*** Opening of THE DATA ***
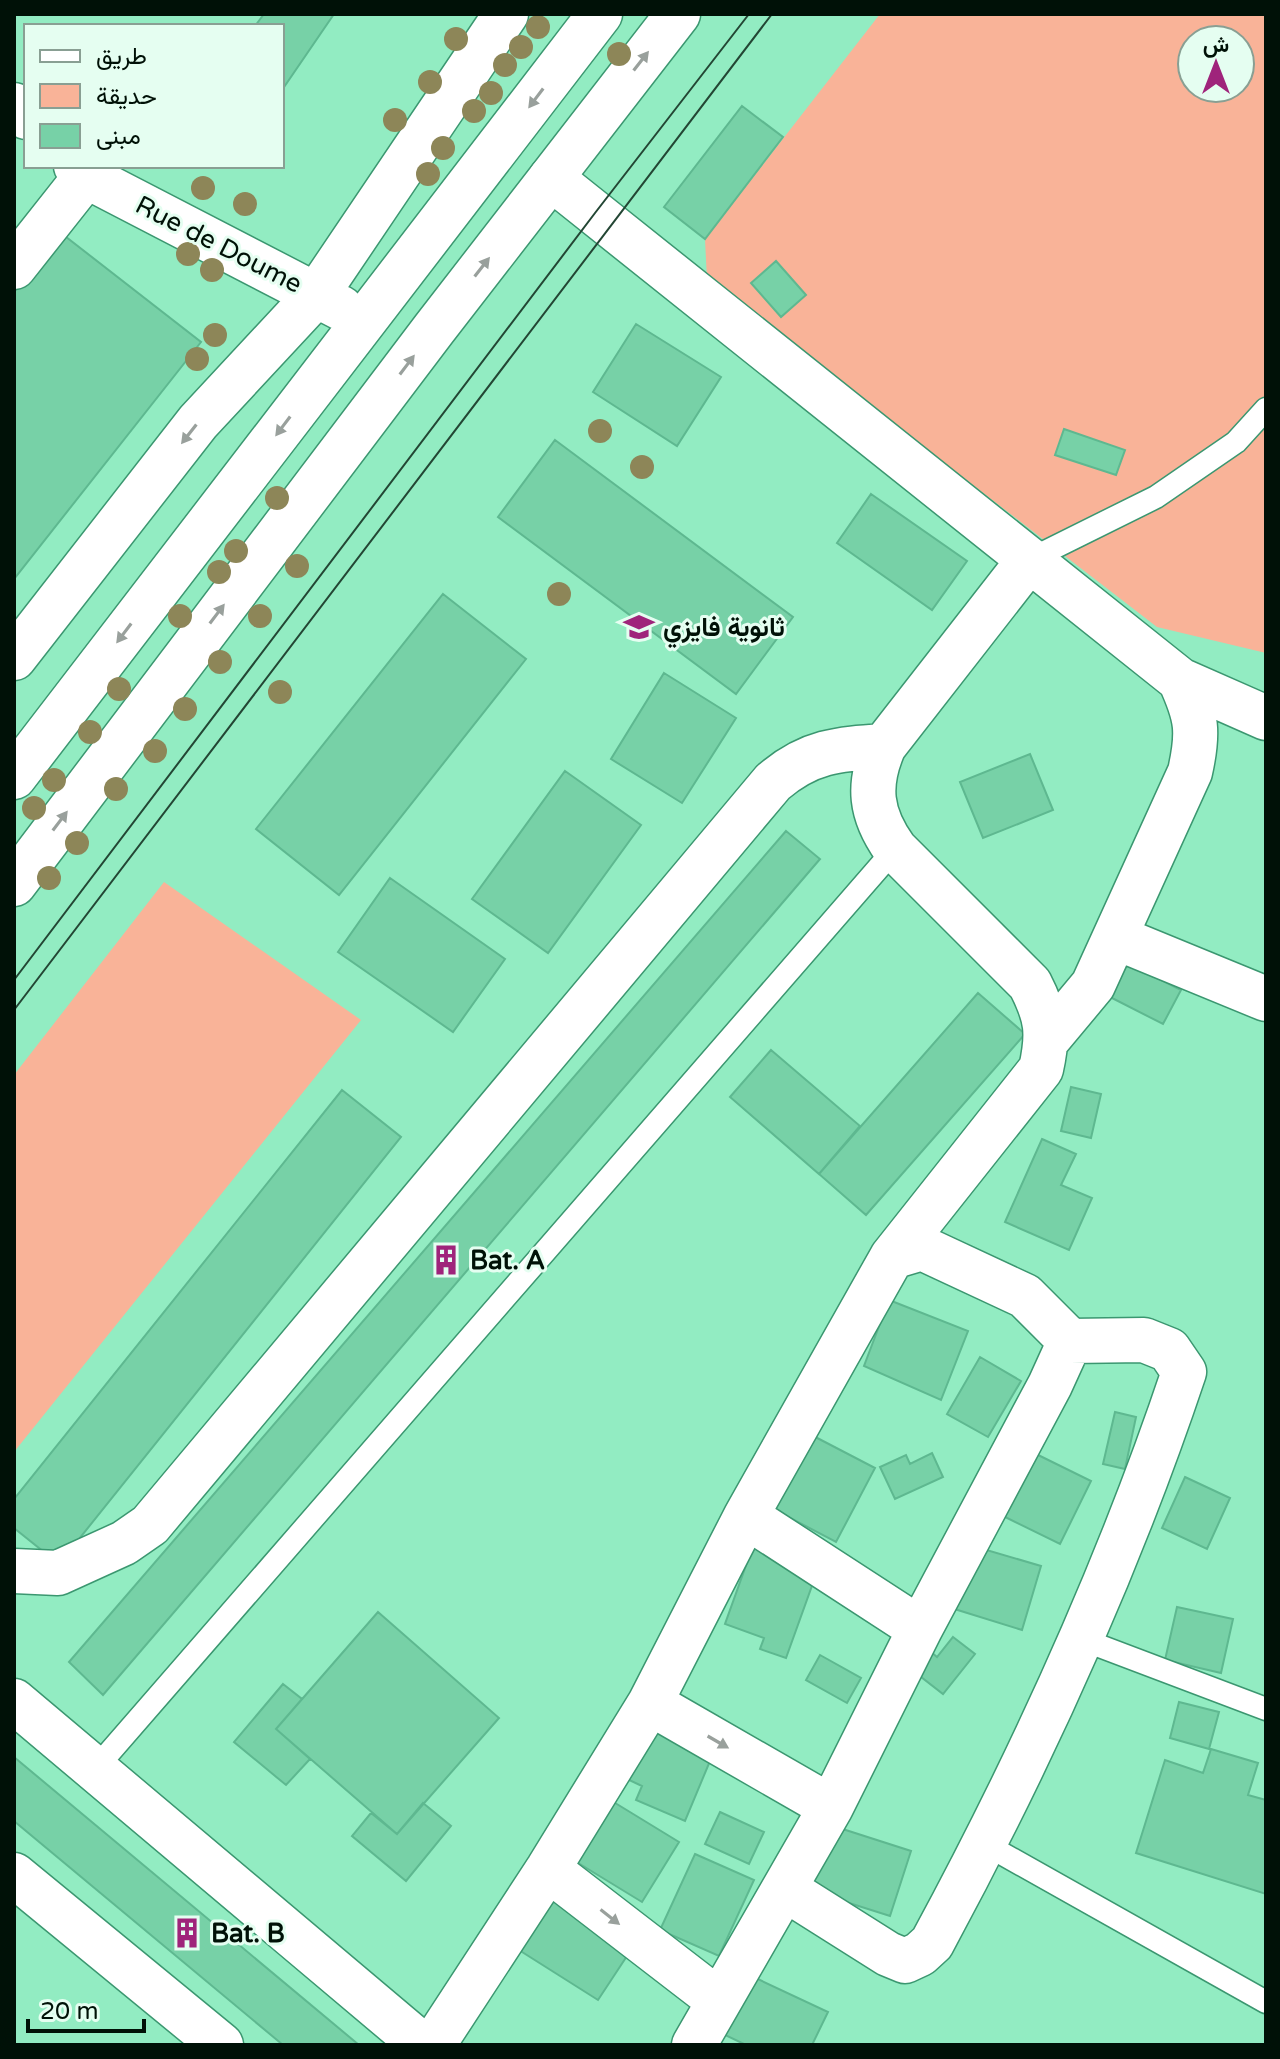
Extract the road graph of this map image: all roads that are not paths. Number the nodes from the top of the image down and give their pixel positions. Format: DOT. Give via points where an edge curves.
graph roads {
  1 [pos="506,14"];
  2 [pos="600,14"];
  3 [pos="678,14"];
  4 [pos="81,171"];
  5 [pos="551,178"];
  6 [pos="16,261"];
  7 [pos="317,294"];
  8 [pos="375,307"];
  9 [pos="434,329"];
  10 [pos="330,365"];
  11 [pos="379,402"];
  12 [pos="1266,409"];
  13 [pos="1029,560"];
  14 [pos="14,658"];
  15 [pos="1180,680"];
  16 [pos="1266,718"];
  17 [pos="884,746"];
  18 [pos="14,777"];
  19 [pos="895,849"];
  20 [pos="14,884"];
  21 [pos="1115,937"];
  22 [pos="1266,999"];
  23 [pos="1048,1039"];
  24 [pos="892,1257"];
  25 [pos="1070,1341"];
  26 [pos="746,1516"];
  27 [pos="14,1571"];
  28 [pos="920,1629"];
  29 [pos="1081,1639"];
  30 [pos="14,1701"];
  31 [pos="650,1703"];
  32 [pos="1266,1709"];
  33 [pos="95,1769"];
  34 [pos="831,1807"];
  35 [pos="985,1844"];
  36 [pos="548,1869"];
  37 [pos="14,1875"];
  38 [pos="785,1889"];
  39 [pos="718,2000"];
  40 [pos="1266,2002"];
  41 [pos="212,2042"];
  42 [pos="422,2045"];
  43 [pos="433,2045"];
  44 [pos="694,2045"];
  1 -- 7 [label="street"];
  2 -- 8 [label="street, one-way"];
  5 -- 3 [label="street, one-way"];
  4 -- 6 [label="street"];
  4 -- 7 [label="street, Rue de Doume"];
  9 -- 5 [label="street, one-way"];
  5 -- 13 [label="street"];
  7 -- 8 [label="street, Rue de Doume"];
  7 -- 14 [label="street, one-way" via="198,422"];
  8 -- 9 [label="street, Rue de Doume"];
  8 -- 10 [label="street"];
  11 -- 9 [label="street, one-way"];
  10 -- 11 [label="street"];
  10 -- 18 [label="street, one-way"];
  20 -- 11 [label="street, one-way"];
  12 -- 13 [label="lane" via="1236,442 1156,497"];
  13 -- 15 [label="street"];
  13 -- 17 [label="street"];
  15 -- 16 [label="street"];
  15 -- 21 [label="street" via="1192,706 1197,740 1190,772"];
  17 -- 19 [label="street" via="872,786 875,810"];
  17 -- 27 [label="street" via="818,753 773,782 150,1525 58,1573"];
  19 -- 23 [label="street" via="1030,984 1043,1009"];
  19 -- 33 [label="lane"];
  21 -- 22 [label="street"];
  21 -- 23 [label="street" via="1093,985"];
  23 -- 24 [label="street" via="1041,1069"];
  24 -- 25 [label="street" via="922,1248 1025,1296"];
  24 -- 26 [label="street"];
  25 -- 28 [label="street"];
  25 -- 29 [label="street" via="1144,1340 1169,1350 1184,1372"];
  26 -- 28 [label="street"];
  26 -- 31 [label="street"];
  28 -- 34 [label="street"];
  29 -- 32 [label="lane"];
  29 -- 35 [label="street"];
  30 -- 33 [label="street"];
  31 -- 34 [label="street, one-way"];
  31 -- 36 [label="street"];
  33 -- 42 [label="street"];
  34 -- 38 [label="street"];
  35 -- 38 [label="street" via="932,1943 905,1961"];
  35 -- 40 [label="lane"];
  36 -- 39 [label="street, one-way"];
  36 -- 43 [label="street"];
  37 -- 41 [label="street"];
  38 -- 39 [label="street"];
  39 -- 44 [label="street"];
}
*** Close of THE DATA ***
PROBLEM: Check each line above for the word "Doume", then give only the number of lines that have it.

RESPONSE TO THE TASK: 3